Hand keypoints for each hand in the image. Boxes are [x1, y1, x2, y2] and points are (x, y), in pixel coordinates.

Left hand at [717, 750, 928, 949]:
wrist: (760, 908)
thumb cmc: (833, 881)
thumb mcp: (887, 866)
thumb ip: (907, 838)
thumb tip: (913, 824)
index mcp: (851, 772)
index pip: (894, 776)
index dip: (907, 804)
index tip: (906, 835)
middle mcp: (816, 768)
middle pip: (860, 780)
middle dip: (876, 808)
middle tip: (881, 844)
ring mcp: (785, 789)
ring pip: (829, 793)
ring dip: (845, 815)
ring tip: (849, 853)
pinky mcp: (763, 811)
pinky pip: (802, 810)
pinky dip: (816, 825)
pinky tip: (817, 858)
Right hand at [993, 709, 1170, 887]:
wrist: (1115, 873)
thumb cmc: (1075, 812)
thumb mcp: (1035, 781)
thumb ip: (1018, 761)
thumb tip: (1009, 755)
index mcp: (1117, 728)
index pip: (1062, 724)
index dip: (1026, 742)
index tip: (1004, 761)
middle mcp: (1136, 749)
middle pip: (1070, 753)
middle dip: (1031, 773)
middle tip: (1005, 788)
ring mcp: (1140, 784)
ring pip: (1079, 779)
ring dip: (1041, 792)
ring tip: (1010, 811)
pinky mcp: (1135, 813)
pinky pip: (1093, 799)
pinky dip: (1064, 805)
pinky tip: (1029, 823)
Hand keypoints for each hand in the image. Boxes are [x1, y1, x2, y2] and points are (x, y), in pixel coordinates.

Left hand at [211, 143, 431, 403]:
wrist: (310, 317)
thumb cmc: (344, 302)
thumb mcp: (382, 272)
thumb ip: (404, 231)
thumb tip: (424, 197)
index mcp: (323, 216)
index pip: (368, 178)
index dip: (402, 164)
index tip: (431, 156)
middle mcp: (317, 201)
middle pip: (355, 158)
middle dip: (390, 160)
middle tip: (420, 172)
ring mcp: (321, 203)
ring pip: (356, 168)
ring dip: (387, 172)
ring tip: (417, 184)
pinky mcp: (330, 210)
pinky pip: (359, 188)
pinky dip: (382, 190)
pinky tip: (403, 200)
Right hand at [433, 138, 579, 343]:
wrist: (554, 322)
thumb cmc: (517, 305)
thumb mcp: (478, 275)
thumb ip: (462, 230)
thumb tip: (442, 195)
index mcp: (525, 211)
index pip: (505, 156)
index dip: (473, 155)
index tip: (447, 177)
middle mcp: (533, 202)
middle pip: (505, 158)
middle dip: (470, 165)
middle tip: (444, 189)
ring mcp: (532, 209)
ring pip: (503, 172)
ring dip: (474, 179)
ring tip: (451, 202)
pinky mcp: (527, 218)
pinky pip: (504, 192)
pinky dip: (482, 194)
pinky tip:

- **EXERCISE AIM**
Each record above should be output again exactly.

- **RESPONSE**
Hand keypoints for each hand in the image. Boxes are [x1, y1, x2, y2] and points are (x, y), in pixel coordinates.

Left hand at [717, 750, 928, 949]:
wrist: (760, 908)
thumb cmc: (833, 881)
thumb mcp: (887, 866)
thumb ip: (907, 838)
thumb tip: (913, 824)
index mcp: (851, 772)
index pip: (894, 776)
index dip: (907, 804)
index tip: (906, 835)
middle mcp: (816, 768)
middle pip: (860, 780)
middle dip: (876, 808)
middle tip: (881, 844)
ring mcp: (785, 789)
ring pip: (829, 793)
ring dip: (845, 815)
ring tip: (849, 853)
pinky mcp: (763, 811)
pinky pip: (802, 810)
pinky dip: (816, 825)
pinky tip: (817, 858)
Right hand at [993, 709, 1170, 887]:
wrist: (1115, 873)
thumb cmc: (1075, 812)
thumb mcp: (1035, 781)
thumb ip: (1018, 761)
thumb tip: (1009, 755)
index mcp: (1117, 728)
index pip: (1062, 724)
index dip: (1026, 742)
index tip: (1004, 761)
middle mcp: (1136, 749)
middle pip: (1070, 753)
middle dip: (1031, 773)
middle tip: (1005, 788)
ring mcp: (1140, 784)
ring pip: (1079, 779)
ring dip: (1041, 792)
ring tip: (1010, 811)
pinky mcp: (1135, 813)
pinky pip: (1093, 799)
pinky dip: (1064, 805)
pinky tip: (1029, 823)
Hand keypoints for each hand in the image. Boxes are [x1, y1, x2, y2] and points are (x, y), in pixel coordinates.

Left hand at [211, 143, 431, 403]:
wrist: (310, 317)
thumb cmc: (344, 302)
thumb mcp: (382, 272)
thumb ip: (404, 231)
thumb tip: (424, 197)
index mcp: (323, 216)
index pip: (368, 178)
index dip: (402, 164)
index tip: (431, 156)
middle mcp: (317, 201)
middle pip: (355, 158)
middle dip: (390, 160)
middle tip: (420, 172)
ring mcp: (321, 203)
ring pip: (356, 168)
ring dip: (387, 172)
ring tip: (417, 184)
pinky mcp: (330, 210)
pinky pip: (359, 188)
pinky dip: (382, 190)
pinky tip: (403, 200)
Right hand at [433, 138, 579, 343]:
wrist: (554, 322)
thumb cmc: (517, 305)
thumb mcp: (478, 275)
thumb ip: (462, 230)
thumb tip: (442, 195)
index mcp: (525, 211)
index pip: (505, 156)
index dip: (473, 155)
index tip: (447, 177)
middle mcp: (533, 202)
middle pip: (505, 158)
middle dip: (470, 165)
middle tip: (444, 189)
ring mcp: (532, 209)
ring pip: (503, 172)
ring dip: (474, 179)
ring tip: (451, 202)
pinky mcp: (527, 218)
pinky pip: (504, 192)
pinky dip: (482, 194)
pinky tip:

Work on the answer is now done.